Sindobatam

Dapatkan berita terbaru

Merasakan peluru: PM Bhutan berduka atas kematian Covid yang langka

Pemimpin Bhutan mengatakan keberhasilan Bhutan dalam menghindari virus corona hampir tak tertandingi, tetapi kematian pasien yang langka – hanya kasus keempat di kerajaan – menunjukkan bahwa lebih banyak pekerjaan diperlukan untuk memerangi epidemi di sana.

Negara Himalaya yang terpencil berpenduduk sekitar 800.000 jiwa, terjepit di antara China dan India, telah mencatat lebih sedikit kematian akibat virus corona daripada hampir di tempat lain di dunia.

Satu-satunya tempat dengan biaya resmi rendah adalah segelintir pulau terpencil di Pasifik dan negara-negara yang tidak merilis data virus corona, seperti Korea Utara dan Turkmenistan.

Tapi Perdana Menteri Bhutan Lothai Tsering – seorang dokter yang masih beroperasi pada akhir pekan sebagai “penghilang stres” dari stres kantor – mengatakan kematian minggu ini adalah “pengingat pahit bahwa kita perlu berbuat lebih banyak”.

“Rasanya seperti peluru telah terkena ketika saya mengetahui bahwa satu nyawa yang berharga meninggal dengan Covid-19,” kata Chering dalam sebuah posting Facebook Sabtu malam.

“Saya berduka untuk tanah air dan saya masih berdoa untuk sahabat kita,” tambahnya.

Perdana menteri mengatakan Bhutan tetap berkomitmen untuk pemberantasan lengkap penyakit itu, dan mengatakan bangsa tidak mampu “rakyat kita kehilangan sesuatu yang dapat dicegah”.

Bhutan, seperti sebagian besar dunia, telah mengalami peningkatan jumlah infeksi yang terkait dengan varian Omicron yang sangat menular.

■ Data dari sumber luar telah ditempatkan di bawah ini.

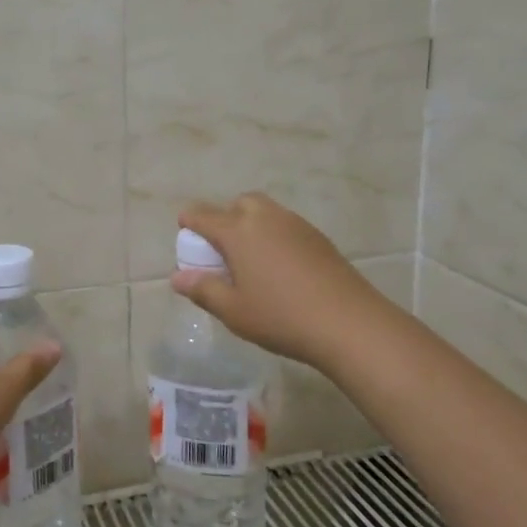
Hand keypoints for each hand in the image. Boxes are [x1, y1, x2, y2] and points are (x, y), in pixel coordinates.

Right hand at [173, 193, 396, 371]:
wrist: (348, 322)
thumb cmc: (281, 316)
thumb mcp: (233, 311)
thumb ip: (203, 289)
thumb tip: (178, 277)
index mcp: (238, 231)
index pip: (202, 214)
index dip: (189, 222)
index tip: (185, 237)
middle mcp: (266, 217)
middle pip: (238, 204)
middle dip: (224, 218)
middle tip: (223, 251)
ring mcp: (296, 224)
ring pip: (265, 211)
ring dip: (251, 225)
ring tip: (251, 260)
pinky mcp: (318, 237)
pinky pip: (286, 226)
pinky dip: (274, 236)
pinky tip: (280, 268)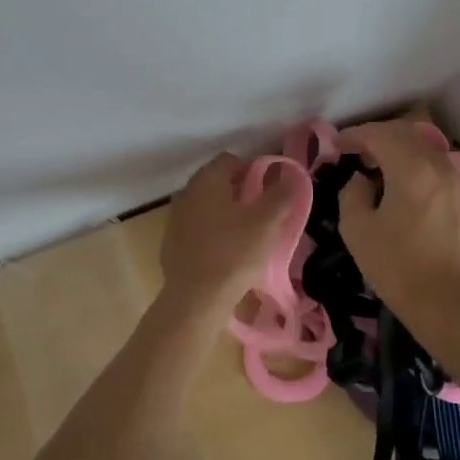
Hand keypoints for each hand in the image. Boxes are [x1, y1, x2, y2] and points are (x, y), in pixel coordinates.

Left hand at [159, 153, 294, 314]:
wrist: (195, 299)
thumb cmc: (234, 253)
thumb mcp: (266, 222)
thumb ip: (281, 194)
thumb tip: (289, 174)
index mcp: (206, 180)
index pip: (231, 160)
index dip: (253, 170)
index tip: (270, 191)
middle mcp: (186, 193)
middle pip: (217, 182)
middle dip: (239, 192)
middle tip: (262, 213)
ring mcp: (175, 219)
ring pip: (205, 206)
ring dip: (224, 213)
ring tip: (246, 234)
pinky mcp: (170, 244)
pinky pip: (196, 228)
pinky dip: (211, 233)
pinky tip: (225, 253)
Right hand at [337, 121, 459, 318]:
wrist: (446, 301)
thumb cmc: (397, 265)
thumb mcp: (357, 229)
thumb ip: (352, 193)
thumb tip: (361, 180)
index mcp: (411, 168)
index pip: (379, 135)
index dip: (354, 136)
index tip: (335, 146)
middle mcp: (436, 165)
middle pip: (404, 134)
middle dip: (375, 136)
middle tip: (352, 151)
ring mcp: (452, 180)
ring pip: (420, 147)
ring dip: (395, 148)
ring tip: (372, 166)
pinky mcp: (459, 198)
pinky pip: (431, 164)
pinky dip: (410, 162)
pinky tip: (396, 183)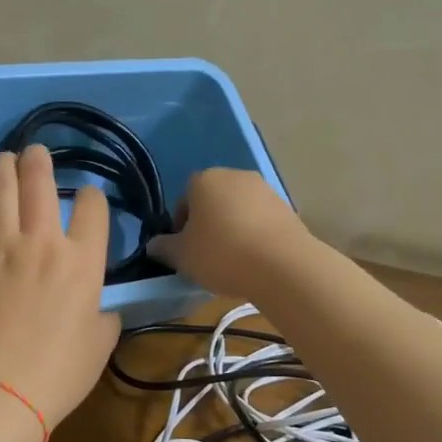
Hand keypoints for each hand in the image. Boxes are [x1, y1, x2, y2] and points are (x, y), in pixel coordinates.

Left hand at [0, 146, 120, 428]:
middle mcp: (41, 244)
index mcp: (82, 263)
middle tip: (37, 151)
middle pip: (40, 185)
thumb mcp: (101, 344)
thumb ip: (105, 314)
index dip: (92, 196)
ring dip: (5, 168)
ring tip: (6, 158)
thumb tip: (99, 305)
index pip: (92, 209)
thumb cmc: (58, 374)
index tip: (88, 198)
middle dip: (41, 161)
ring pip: (0, 192)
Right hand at [146, 167, 313, 299]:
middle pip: (213, 200)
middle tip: (207, 254)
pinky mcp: (287, 207)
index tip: (185, 248)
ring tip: (233, 259)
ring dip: (233, 227)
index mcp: (204, 180)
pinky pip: (261, 219)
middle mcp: (235, 175)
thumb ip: (164, 247)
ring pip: (239, 209)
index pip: (184, 198)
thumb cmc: (221, 254)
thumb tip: (153, 245)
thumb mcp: (182, 256)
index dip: (181, 225)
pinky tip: (256, 259)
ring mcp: (265, 189)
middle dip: (208, 223)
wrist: (283, 265)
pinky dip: (255, 234)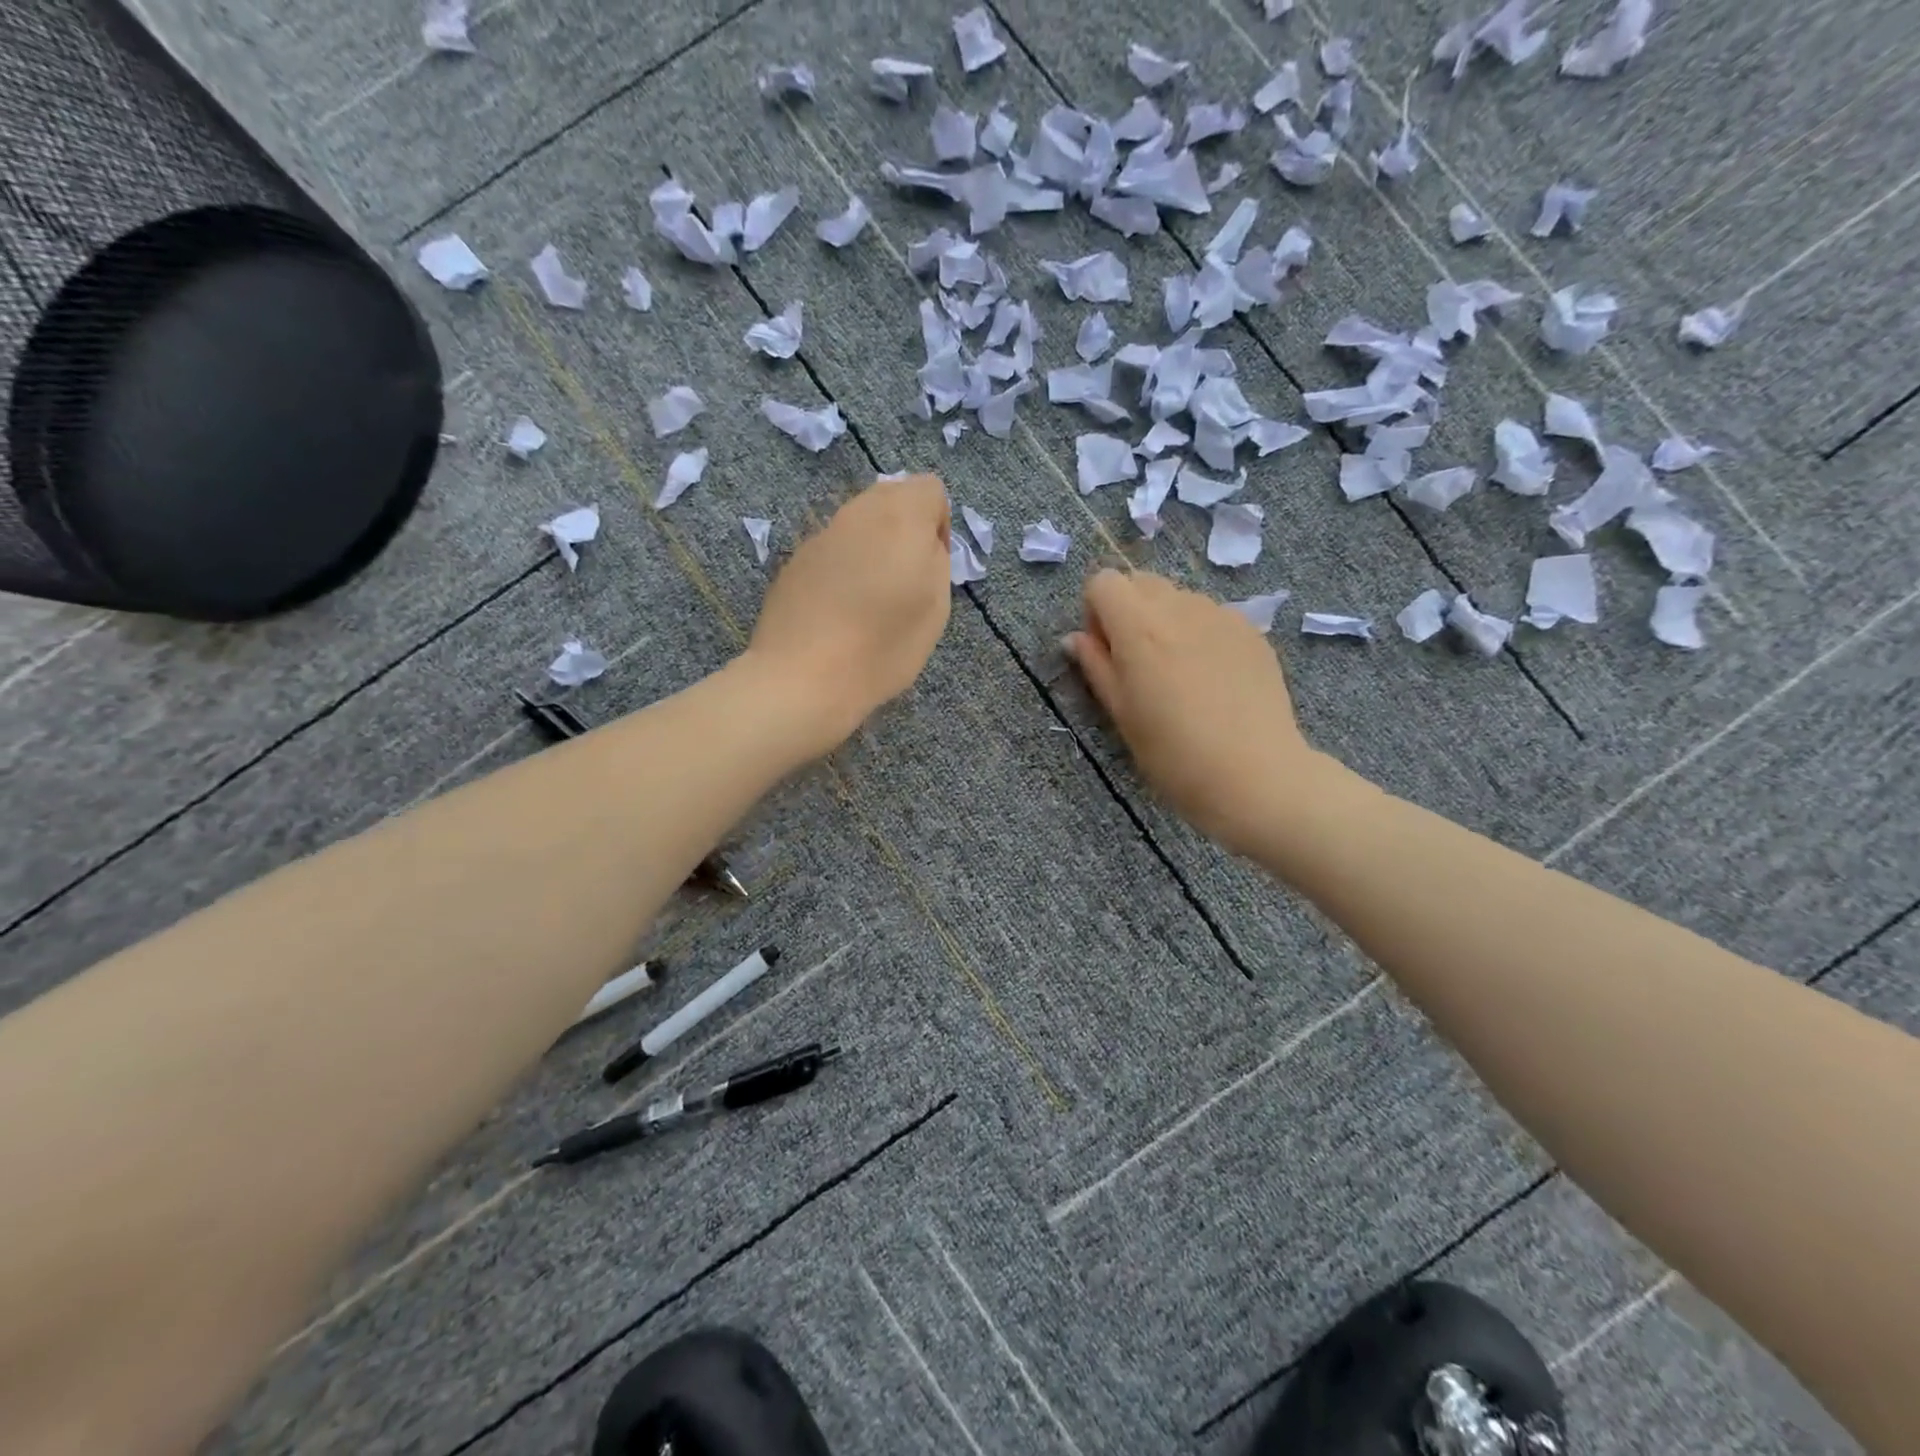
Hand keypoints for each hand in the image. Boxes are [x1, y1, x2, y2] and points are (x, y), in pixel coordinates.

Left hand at [745, 474, 951, 752]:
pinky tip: (839, 613)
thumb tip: (923, 544)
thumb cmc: (883, 647)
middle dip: (905, 532)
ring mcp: (820, 535)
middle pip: (891, 499)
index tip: (931, 567)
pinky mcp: (794, 561)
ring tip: (871, 601)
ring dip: (873, 549)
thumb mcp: (936, 608)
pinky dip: (843, 569)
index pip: (929, 489)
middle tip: (905, 583)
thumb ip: (936, 561)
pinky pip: (832, 551)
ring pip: (858, 524)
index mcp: (898, 517)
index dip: (939, 525)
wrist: (803, 678)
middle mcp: (856, 513)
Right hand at [1065, 569, 1321, 856]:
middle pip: (1141, 582)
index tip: (1107, 652)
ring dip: (1166, 622)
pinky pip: (1212, 617)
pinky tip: (1212, 680)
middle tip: (1138, 663)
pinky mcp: (1252, 631)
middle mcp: (1179, 607)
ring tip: (1179, 674)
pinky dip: (1200, 634)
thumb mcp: (1120, 713)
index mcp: (1138, 626)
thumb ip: (1095, 665)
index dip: (1096, 612)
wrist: (1253, 774)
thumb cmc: (1173, 752)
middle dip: (1129, 611)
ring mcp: (1221, 615)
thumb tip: (1076, 639)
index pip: (1103, 581)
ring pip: (1179, 598)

Kematian Jumat terjadi pada hari yang sama ketika otoritas kesehatan melaporkan 205 kasus baru virus corona – rekor nasional sejak pandemi dimulai.

Kerajaan masih melihat kurang dari 5.000 kasus secara keseluruhan sejak wabah muncul dua tahun lalu, dan Bhutan telah memvaksinasi semua populasi orang dewasanya pada pertengahan 2021.

READ  Negara paling bahagia di dunia sedang mencari imigran

Sebaliknya, tetangga dan mitra dagang utama India melampaui 41 juta infeksi yang dikonfirmasi pada hari Minggu.

India juga telah mencatat hampir 500.000 kematian, jumlah kematian tertinggi yang dikonfirmasi di dunia setelah Amerika Serikat dan Brasil – meskipun penelitian telah menunjukkan bahwa jumlah kematian sebenarnya di negara itu mungkin hingga 10 kali lebih tinggi.